My Finnishness – nature and behavior

If you want to get the best expierence of Finnishness, you should visit for example the nature of Finland in Lapland. I find the nature of Lapland very beautiful during winter but also during summer. You have to go skiing and downhill skiing if you are visiting Lapland.

         

 

You can get very beautiful pictures of the nature of Finland, but the nature can be pretty harsh sometimes. Especially in Lapland winter can be long, cold and dark. Everyone may be exhausted during winter beacause you don’t get to see and feel the sun often enough. As a result, the arrival of spring and summer always feels so comforting and pleasant. In summer, the Finns truly come out of their caves after the long and cold winter. Many Finns always have big plans for the summer because many Finns have their longest vacation during summer. Majority of Finns for example visit music festivals, attend different open air dancing events and go to their own summer cottage to rest. In addition, we celebrate Midsummer Day, which takes place in the middle of the summer. Traditionally we spend the day with out friends and family at a cottage and enjoy the nature of Finland in the middle of trees and lakes.

 

 

Nevertheless, it is also true that the Finns like to have their own personal space. We need to have our own space and our surroundings under control. You can witness this while waiting the bus or being in crowded place in public. If you sit next to someone you don’t know and there are free seats available on the bus, Some Finns may find that distressing or strange. Also, you are supposed to stand approximately one meter away from that person you don’t know, for example while waiting the bus. The Finns may seem angry and severe at first, but we are just shy at first. When you get to know someone, for example in school or work, we Finns are whole different persons after a couple of conversations. After breaking that shy ice, we Finns are social, kind and friendly.

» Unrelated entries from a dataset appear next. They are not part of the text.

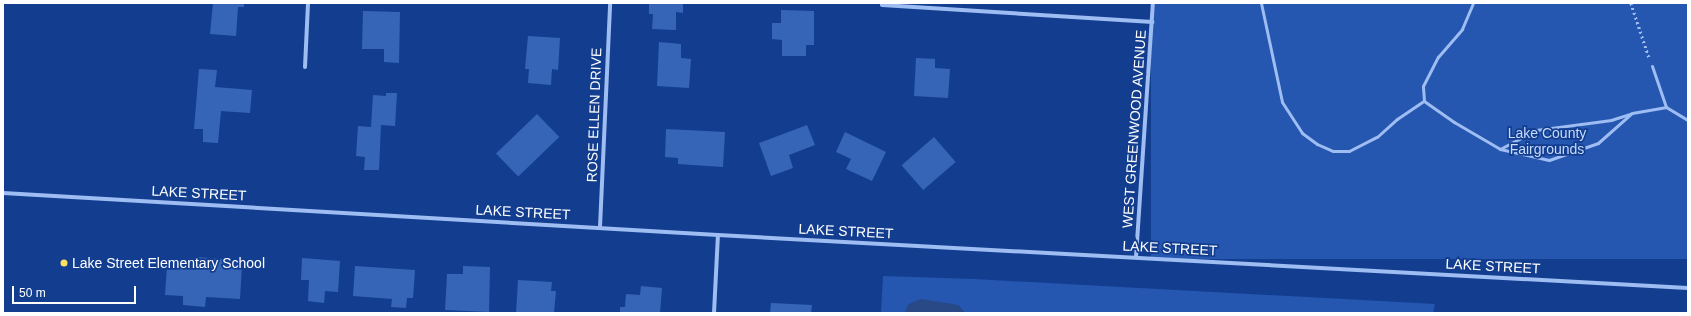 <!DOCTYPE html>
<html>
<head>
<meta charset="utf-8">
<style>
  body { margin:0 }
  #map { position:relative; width:1691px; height:316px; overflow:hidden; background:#133e90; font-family:Arial,sans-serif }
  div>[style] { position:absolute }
  .green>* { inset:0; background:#2556b0; transform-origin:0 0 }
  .water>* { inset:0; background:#284886 }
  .building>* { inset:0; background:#3665b8; transform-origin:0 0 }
  .path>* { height:2.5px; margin-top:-1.25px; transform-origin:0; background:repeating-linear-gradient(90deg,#9ebdf2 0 2px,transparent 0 5px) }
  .service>* { height:3px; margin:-1.5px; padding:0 1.5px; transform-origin:1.5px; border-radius:1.5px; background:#9ebdf2 }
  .minor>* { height:4px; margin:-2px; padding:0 2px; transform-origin:2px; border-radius:2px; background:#9ebdf2 }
  .dots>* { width:11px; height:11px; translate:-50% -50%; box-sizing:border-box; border:2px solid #133e90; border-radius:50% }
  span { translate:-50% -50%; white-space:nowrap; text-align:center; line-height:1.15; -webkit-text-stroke:3.5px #133e90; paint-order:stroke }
  .street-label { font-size:14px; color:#fff }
  .park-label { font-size:14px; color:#c6dafc }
  .poi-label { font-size:14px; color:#fff }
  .left { translate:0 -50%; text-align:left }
  .frame { position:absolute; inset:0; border:4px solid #fff; pointer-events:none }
  .scale { position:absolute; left:12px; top:286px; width:124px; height:18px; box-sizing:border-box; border:2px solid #fff; border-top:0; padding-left:5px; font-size:12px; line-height:14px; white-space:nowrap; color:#fff; -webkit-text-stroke:3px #133e90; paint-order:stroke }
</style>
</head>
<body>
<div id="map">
  <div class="green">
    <div style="left:1151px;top:3px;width:537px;height:256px"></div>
    <div style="clip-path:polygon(883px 276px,974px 279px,1435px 304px,1433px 313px,965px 313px,958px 305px,909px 304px,905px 313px,881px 313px)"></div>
  </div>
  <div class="water">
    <div style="clip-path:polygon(921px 299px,958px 305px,965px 313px,905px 313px,909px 304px)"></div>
  </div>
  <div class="building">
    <div style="clip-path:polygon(213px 3px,244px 3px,244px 7px,238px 7px,236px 36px,210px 34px)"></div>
    <div style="clip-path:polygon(649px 3px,683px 3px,683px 13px,676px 12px,676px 30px,652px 29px,653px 14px,649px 14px)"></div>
    <div style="clip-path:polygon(781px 10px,814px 11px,814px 45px,806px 45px,806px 56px,782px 56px,782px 40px,772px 39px,772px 23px,781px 23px)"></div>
    <div style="clip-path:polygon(363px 11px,400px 12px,399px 63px,384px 62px,384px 49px,362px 49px)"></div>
    <div style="clip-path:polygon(528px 36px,560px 38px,558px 70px,552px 69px,551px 85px,528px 83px,529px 69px,525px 69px)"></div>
    <div style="clip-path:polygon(659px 42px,681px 44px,681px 58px,691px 59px,689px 88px,657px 86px)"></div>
    <div style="clip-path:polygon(916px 58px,935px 59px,935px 68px,950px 69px,948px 98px,914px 96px)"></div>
    <div style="clip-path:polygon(199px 69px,217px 70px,215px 87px,252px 90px,250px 113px,221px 111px,218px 143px,203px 142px,203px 129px,194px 129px)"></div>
    <div style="clip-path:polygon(386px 93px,397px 93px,395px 126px,381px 125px,379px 170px,364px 170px,365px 157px,356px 156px,358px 126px,371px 127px,373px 95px,386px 96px)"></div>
    <div style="left:537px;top:114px;width:32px;height:57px;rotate:46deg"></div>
    <div style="clip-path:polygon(807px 125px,815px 145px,789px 155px,793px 168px,771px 176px,759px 143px)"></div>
    <div style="clip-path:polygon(666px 129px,725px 132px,723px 167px,678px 164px,678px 158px,665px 157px)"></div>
    <div style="clip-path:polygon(845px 132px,886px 152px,872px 181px,846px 169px,851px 159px,836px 152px)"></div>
    <div style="left:934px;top:137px;width:33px;height:43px;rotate:49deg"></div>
    <div style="clip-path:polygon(197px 257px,232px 260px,231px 264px,242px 265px,240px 299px,206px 297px,205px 307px,183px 305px,183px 296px,165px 295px,167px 267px,181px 268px,181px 263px,196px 265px)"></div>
    <div style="clip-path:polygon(302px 258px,340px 261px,338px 292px,325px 291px,324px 303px,308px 301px,309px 280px,301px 280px)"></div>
    <div style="clip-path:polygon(355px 266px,415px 270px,413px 298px,407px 298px,406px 308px,391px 307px,392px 299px,353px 296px)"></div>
    <div style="clip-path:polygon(463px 266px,490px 267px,489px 312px,445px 310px,447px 274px,463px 274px)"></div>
    <div style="clip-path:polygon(518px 280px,552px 282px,551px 291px,556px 291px,554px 313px,516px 313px)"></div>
    <div style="clip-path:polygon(641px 286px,662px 288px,660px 313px,620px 313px,620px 307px,625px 307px,626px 294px,640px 295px)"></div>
    <div style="clip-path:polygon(771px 303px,812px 305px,811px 313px,770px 313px)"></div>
  </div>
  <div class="path">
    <div style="left:1631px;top:3px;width:57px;rotate:71.6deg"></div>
  </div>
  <div class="service">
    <div style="left:1261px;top:3px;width:101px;rotate:78deg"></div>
    <div style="left:1282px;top:102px;width:37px;rotate:57deg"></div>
    <div style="left:1302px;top:133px;width:19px;rotate:36deg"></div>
    <div style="left:1317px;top:144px;width:17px;rotate:24deg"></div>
    <div style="left:1333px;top:151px;width:16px"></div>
    <div style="left:1349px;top:151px;width:31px;rotate:-27deg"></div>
    <div style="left:1377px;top:137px;width:27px;rotate:-42deg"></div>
    <div style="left:1397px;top:119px;width:32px;rotate:-34deg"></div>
    <div style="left:1424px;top:101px;width:37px;rotate:35deg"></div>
    <div style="left:1454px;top:122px;width:53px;rotate:30.4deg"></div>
    <div style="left:1500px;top:149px;width:50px;rotate:12.7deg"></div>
    <div style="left:1549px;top:160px;width:52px;rotate:-19.1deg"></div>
    <div style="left:1598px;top:143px;width:45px;rotate:-41.4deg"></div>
    <div style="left:1632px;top:113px;width:35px;rotate:-10deg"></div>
    <div style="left:1666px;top:107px;width:26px;rotate:31deg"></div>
    <div style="left:1652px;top:66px;width:43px;rotate:71.1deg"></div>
    <div style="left:1424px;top:101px;width:15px;rotate:-94deg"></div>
    <div style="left:1423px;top:86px;width:33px;rotate:-63deg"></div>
    <div style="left:1438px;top:57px;width:37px;rotate:-49deg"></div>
    <div style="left:1462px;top:29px;width:28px;rotate:-67deg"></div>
    <div style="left:1500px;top:149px;width:41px;rotate:-27.8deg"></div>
    <div style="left:1536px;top:130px;width:76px;rotate:-7.6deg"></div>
    <div style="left:1611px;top:120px;width:20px;rotate:-18deg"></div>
  </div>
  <div class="minor">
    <div style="left:883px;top:3px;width:2px;rotate:117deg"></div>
    <div style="left:882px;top:5px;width:271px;rotate:3.6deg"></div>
    <div style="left:305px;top:67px;width:64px;rotate:-87.3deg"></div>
    <div style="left:3px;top:193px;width:716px;rotate:3.36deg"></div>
    <div style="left:718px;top:235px;width:971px;rotate:3.13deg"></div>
    <div style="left:600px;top:227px;width:224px;rotate:-87.4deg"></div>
    <div style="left:1136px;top:257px;width:255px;rotate:-86.2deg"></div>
    <div style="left:714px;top:313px;width:78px;rotate:-87.1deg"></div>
  </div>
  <div class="dots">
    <div style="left:64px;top:263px;background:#ffdf5f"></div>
  </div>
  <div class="street-label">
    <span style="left:594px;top:115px;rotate:-88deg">ROSE ELLEN DRIVE</span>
    <span style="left:1134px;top:129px;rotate:-86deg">WEST GREENWOOD AVENUE</span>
    <span style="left:199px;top:193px;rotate:3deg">LAKE STREET</span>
    <span style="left:523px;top:212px;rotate:3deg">LAKE STREET</span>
    <span style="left:846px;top:231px;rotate:3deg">LAKE STREET</span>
    <span style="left:1170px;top:248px;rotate:3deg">LAKE STREET</span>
    <span style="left:1493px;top:266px;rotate:3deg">LAKE STREET</span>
  </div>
  <div class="park-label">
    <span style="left:1547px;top:141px">Lake County<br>Fairgrounds</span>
  </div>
  <div class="poi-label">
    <span class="left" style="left:72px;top:263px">Lake Street Elementary School</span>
  </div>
  <div class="frame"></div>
  <div class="scale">50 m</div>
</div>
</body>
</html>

All in all, Finland is very safe and wonderful place to live even though the darkness during winter may feel depressing sometimes, but you can always warm yourself in a sauna. The Finnish people may behave their own way at first, but just be patient and give it time. Over time the Finns are really talkative and energetic. You just have to get to know them at first.

 

 

 

Peculiarities of Finns

Grasping the meaning of the word “Finnishness” seems very easy, but also remarkably hard to point out. First things that come to mind are saunas, northern lights, cold people, ice hockey, snow, and an incredibly complicated language. But Finnishness is way more than that.

Sure thing, Finns do love their sauna, and for the longest time I didn’t like the experience. Growing up in a country where most of the year is over +30 degrees, I never really saw the point in sitting in a wooden room in high temperatures. Recently though, it’s been growing on me.

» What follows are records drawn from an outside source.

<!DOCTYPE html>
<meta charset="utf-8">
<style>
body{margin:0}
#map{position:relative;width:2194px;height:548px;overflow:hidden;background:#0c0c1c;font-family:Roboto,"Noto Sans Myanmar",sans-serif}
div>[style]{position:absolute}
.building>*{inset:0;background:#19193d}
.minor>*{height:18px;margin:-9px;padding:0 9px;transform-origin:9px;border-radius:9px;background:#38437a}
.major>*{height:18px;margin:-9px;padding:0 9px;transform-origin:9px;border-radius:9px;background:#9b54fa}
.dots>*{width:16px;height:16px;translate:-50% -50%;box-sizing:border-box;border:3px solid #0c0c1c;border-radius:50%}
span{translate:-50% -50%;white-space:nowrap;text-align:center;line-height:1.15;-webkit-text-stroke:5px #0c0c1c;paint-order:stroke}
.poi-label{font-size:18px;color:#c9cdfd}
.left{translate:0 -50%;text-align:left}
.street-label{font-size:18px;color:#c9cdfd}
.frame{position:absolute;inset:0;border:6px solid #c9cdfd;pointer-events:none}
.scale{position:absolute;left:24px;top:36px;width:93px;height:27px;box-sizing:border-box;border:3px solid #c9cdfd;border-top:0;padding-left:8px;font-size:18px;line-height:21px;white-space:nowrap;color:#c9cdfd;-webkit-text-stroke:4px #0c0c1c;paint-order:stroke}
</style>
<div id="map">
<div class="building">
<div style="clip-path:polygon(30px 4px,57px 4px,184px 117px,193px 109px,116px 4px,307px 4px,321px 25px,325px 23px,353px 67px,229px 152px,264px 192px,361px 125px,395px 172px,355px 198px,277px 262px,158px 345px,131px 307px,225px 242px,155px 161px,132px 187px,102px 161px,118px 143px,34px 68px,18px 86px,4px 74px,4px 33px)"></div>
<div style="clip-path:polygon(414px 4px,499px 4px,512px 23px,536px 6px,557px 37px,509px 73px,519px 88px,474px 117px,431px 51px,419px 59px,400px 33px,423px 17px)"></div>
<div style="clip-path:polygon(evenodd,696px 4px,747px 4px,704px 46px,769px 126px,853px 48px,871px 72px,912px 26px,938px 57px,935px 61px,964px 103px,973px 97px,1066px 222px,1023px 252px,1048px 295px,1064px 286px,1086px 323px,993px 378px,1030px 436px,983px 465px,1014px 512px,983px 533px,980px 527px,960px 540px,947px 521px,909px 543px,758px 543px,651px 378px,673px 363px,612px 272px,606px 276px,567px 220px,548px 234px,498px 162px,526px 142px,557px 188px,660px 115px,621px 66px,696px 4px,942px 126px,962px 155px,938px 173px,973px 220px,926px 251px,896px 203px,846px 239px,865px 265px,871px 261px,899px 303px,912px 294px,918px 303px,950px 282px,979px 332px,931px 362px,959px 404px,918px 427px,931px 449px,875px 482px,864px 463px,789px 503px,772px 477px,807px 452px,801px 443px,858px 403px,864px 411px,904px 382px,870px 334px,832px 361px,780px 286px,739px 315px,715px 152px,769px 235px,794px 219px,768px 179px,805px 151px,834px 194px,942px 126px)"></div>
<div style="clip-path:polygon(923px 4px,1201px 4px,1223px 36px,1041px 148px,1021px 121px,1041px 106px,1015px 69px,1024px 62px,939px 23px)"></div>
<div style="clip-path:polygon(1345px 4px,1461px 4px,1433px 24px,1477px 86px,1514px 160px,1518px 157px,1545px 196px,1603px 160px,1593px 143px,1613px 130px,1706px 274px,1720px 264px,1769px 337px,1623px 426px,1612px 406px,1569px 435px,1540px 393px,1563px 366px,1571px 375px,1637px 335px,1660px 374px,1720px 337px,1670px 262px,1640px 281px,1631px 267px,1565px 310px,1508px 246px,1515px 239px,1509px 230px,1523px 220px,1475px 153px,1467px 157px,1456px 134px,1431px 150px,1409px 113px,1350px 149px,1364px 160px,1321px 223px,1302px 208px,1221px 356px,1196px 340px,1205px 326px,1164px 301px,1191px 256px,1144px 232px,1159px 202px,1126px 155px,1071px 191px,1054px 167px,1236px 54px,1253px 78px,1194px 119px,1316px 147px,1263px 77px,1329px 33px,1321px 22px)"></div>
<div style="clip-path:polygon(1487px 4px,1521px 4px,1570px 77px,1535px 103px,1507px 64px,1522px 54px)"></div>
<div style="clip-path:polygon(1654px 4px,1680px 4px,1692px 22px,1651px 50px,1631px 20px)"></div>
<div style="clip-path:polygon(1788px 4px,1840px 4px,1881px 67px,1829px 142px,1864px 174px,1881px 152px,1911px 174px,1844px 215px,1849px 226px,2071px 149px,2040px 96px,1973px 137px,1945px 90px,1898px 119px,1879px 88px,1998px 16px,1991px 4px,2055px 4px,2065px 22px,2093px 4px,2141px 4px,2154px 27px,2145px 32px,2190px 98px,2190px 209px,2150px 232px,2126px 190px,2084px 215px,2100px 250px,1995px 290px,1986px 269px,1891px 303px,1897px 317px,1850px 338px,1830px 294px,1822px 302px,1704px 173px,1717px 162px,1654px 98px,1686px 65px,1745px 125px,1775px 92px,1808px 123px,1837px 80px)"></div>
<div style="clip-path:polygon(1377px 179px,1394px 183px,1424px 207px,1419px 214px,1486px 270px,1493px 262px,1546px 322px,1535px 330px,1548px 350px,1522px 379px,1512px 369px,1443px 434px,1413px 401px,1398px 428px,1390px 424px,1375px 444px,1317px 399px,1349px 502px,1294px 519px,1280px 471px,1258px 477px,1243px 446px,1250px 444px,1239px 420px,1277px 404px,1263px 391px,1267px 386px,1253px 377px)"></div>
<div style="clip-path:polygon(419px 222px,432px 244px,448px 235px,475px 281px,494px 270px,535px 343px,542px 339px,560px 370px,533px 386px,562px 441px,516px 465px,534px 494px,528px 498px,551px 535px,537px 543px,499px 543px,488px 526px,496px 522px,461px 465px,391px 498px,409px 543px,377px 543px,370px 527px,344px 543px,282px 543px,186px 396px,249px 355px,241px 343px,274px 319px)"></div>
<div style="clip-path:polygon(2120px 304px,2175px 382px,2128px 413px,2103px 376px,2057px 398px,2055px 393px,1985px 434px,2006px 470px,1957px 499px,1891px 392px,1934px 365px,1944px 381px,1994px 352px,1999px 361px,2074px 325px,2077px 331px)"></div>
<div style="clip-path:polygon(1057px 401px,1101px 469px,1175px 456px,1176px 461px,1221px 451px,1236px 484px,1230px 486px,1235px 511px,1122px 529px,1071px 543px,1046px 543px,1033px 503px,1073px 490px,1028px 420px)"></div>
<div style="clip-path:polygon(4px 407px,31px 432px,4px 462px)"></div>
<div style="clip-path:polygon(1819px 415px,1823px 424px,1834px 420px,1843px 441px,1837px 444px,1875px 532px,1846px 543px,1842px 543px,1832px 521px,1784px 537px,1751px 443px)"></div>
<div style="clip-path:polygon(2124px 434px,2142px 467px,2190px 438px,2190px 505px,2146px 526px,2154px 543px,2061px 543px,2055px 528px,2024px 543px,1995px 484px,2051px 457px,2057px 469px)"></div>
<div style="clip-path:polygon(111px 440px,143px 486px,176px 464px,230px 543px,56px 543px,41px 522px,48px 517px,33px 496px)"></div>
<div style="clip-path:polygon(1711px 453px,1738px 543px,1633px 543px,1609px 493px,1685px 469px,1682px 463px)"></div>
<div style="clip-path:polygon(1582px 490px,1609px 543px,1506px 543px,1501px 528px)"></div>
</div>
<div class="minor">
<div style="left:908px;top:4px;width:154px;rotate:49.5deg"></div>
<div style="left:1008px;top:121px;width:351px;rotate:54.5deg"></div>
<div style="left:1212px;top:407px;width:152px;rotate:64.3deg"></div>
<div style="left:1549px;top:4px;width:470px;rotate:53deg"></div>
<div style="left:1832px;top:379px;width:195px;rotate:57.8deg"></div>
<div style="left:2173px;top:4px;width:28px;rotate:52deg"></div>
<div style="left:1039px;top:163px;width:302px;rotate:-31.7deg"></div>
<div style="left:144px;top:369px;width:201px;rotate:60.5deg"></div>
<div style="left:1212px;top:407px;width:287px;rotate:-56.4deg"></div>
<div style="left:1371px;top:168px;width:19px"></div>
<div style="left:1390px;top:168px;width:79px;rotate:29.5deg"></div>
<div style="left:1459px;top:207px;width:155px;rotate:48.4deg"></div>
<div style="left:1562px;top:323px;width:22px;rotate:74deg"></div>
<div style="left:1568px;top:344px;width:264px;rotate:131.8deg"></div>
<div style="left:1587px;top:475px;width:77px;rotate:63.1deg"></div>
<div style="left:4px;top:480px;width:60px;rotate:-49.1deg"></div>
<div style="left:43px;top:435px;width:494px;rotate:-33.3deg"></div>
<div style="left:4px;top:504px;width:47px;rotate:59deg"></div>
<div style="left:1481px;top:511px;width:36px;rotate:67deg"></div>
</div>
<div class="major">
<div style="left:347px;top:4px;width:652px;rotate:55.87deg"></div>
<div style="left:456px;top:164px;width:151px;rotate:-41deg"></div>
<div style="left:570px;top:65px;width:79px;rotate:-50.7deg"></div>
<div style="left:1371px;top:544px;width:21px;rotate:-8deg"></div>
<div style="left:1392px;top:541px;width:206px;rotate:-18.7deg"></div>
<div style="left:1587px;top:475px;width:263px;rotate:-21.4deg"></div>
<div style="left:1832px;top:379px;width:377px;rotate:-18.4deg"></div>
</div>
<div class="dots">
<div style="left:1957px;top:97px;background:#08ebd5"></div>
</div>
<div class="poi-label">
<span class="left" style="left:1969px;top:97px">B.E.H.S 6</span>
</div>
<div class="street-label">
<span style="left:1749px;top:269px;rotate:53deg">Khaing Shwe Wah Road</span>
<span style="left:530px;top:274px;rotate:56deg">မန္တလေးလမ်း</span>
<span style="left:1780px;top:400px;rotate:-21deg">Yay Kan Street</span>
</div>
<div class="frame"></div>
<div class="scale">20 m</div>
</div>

Finnishness also has a lot to do with nature. There’s nature literally everywhere in this country, and I love being surrounded by the peaceful wilderness that is so easily accessible, which makes it such a crucial part of Finnish culture. Berry and mushroom picking, hiking, orientation inside forests, summers spent swimming and fishing in lakes. Even during the cold months, Finns find a way to still be close to nature by practicing a lot of outdoor sports.

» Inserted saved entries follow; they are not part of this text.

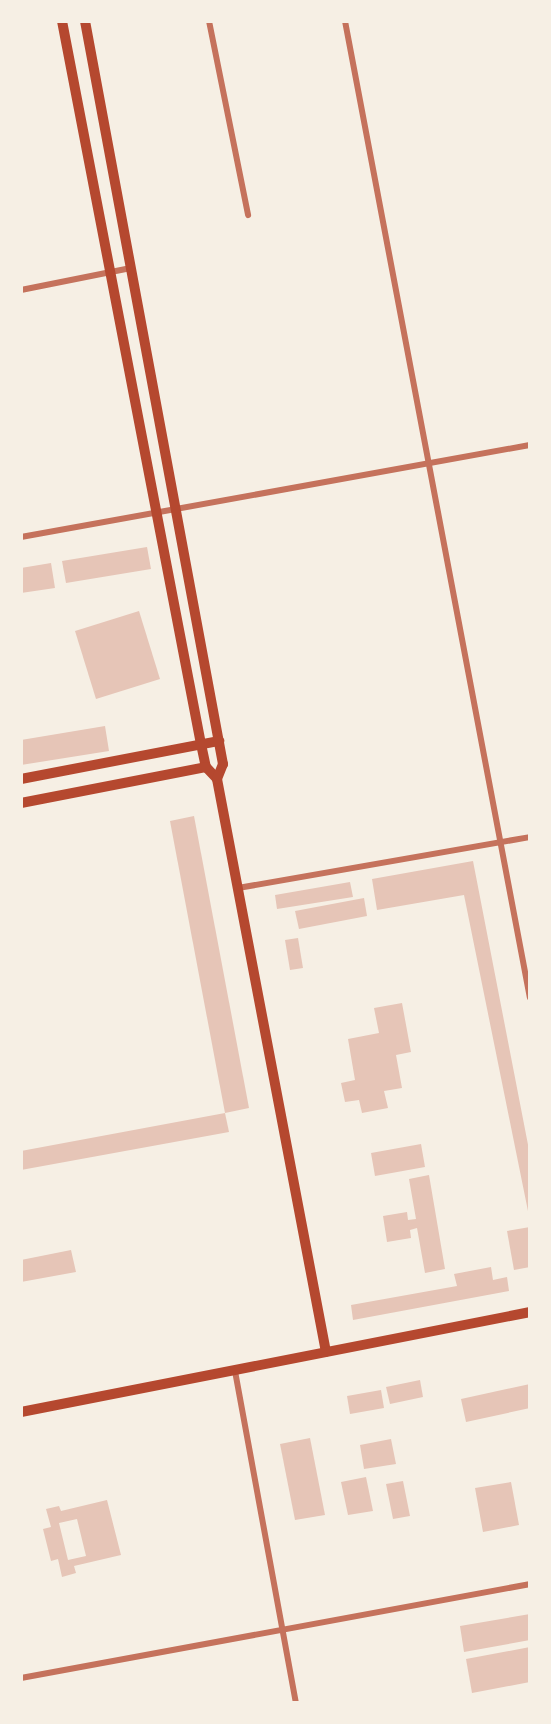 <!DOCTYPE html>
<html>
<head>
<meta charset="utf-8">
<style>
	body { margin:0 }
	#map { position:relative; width:551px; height:1724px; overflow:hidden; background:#f6efe4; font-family:Signika,sans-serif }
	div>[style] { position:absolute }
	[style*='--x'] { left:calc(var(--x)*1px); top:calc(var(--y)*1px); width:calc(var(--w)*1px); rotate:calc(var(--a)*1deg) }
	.building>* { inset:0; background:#e6c5b7 }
	.minor>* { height:6px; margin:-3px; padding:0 3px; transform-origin:3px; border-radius:3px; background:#c5725c }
	.primary>* { height:10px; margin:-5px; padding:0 5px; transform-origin:5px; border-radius:5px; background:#b5482f }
	.trunk>* { height:10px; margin:-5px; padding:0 5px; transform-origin:5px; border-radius:5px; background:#b5482f }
	span { translate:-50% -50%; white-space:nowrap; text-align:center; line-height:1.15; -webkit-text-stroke:7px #f6efe4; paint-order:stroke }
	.frame { position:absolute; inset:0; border:23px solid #f6efe4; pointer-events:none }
</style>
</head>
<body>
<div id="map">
	<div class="building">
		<i style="clip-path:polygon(147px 547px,151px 569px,66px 583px,62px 561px)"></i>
		<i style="clip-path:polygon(51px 563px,55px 588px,21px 593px,21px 568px)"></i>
		<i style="clip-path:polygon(139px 611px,160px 679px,96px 699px,75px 631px)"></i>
		<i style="clip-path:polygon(105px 726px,109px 751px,21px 765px,21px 740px)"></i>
		<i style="clip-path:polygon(194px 816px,249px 1108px,225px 1113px,170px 821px)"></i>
		<i style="clip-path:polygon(473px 861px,530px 1155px,530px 1221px,464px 895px,377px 910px,372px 879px)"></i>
		<i style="clip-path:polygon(350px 882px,353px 897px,277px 909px,275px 895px)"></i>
		<i style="clip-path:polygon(364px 898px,367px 916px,299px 929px,295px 911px)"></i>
		<i style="clip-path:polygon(298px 938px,303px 968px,290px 970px,285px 940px)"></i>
		<i style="clip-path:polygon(402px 1003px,411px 1052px,396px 1055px,402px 1088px,384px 1091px,388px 1108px,362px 1113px,359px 1100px,345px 1102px,341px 1083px,355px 1080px,348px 1039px,379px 1033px,374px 1008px)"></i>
		<i style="clip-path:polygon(225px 1113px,229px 1132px,21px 1170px,21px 1151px)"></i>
		<i style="clip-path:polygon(421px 1144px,425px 1167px,375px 1176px,371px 1153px)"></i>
		<i style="clip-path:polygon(429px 1175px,445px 1269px,425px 1273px,417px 1228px,410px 1230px,411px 1238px,387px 1242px,383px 1216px,407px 1212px,408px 1220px,416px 1219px,409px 1179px)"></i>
		<i style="clip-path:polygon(530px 1227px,530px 1267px,514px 1270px,507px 1231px)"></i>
		<i style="clip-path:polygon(71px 1250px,76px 1272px,21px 1282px,21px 1260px)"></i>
		<i style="clip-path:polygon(491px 1267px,493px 1280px,507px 1277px,509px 1291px,353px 1320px,351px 1305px,457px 1286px,454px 1274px)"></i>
		<i style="clip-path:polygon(420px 1380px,423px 1397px,390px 1404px,386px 1387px)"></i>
		<i style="clip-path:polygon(530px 1384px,530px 1408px,466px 1422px,461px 1399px)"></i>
		<i style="clip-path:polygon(381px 1390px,384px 1408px,350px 1414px,347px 1396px)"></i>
		<i style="clip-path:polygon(310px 1438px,325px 1515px,295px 1520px,280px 1444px)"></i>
		<i style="clip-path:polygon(391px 1439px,396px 1464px,364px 1469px,360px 1445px)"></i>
		<i style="clip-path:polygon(366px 1477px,373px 1511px,348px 1515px,341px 1482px)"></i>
		<i style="clip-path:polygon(403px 1481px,410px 1516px,393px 1519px,386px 1484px)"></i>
		<i style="clip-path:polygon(511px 1482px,519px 1525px,483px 1532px,475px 1488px)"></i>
		<i style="clip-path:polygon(evenodd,107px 1500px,121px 1555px,74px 1566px,76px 1573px,62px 1577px,58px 1559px,51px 1561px,43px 1529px,51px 1527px,46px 1509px,59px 1506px,61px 1511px,107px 1500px,77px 1519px,86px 1556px,68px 1560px,59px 1523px,77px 1519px)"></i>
		<i style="clip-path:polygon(530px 1614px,530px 1640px,464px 1652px,460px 1626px)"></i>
		<i style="clip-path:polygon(530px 1647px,530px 1682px,472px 1693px,466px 1659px)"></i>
	</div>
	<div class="minor">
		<i style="--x:209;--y:21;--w:198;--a:78.6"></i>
		<i style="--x:345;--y:21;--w:994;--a:79.28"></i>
		<i style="--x:21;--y:290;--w:112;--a:-11.3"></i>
		<i style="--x:21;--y:537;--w:517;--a:-10.25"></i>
		<i style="--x:238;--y:888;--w:296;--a:-9.9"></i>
		<i style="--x:235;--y:1371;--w:338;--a:79.6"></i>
		<i style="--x:21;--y:1678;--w:518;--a:-10.46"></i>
	</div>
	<div class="primary">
		<i style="--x:62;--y:21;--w:736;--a:79.12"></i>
		<i style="--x:201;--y:744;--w:24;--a:78"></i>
		<i style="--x:206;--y:767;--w:16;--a:47"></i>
		<i style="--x:217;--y:779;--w:583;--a:79.23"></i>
		<i style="--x:85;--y:21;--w:756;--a:79.48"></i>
		<i style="--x:223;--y:764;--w:16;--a:112"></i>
		<i style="--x:21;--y:779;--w:202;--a:-10.9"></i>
		<i style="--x:21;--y:803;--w:188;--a:-11"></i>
	</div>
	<div class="trunk">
		<i style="--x:21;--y:1412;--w:519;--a:-11.11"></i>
	</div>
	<div class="frame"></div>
</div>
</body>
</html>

You can’t talk about Finnish culture without mentioning the unique way Finns mind their own business. It took me some time to notice how this mindset applies to almost everything, but Finnish people tend to go out of their way to not bother others. This applies to almost everything: quiet restaurants, personal space, filling up all the window seats on the bus and avoiding any seat beside someone else, and queueing for everything, amongst many other daily situations. And I’ve really come to appreciate this particular part of Finnishness.

I first moved to Finland back in 2012 for a 9th grade one year long exchange, and thought I was ready for Finnish culture, given that my grandmother who was 100% Finnish had a huge part in raising me. But it turns out I wasn’t quite ready for what was to come, and being a foreigner with Finnish roots didn’t prepare me from the differences between Latin America and Northern European cultures.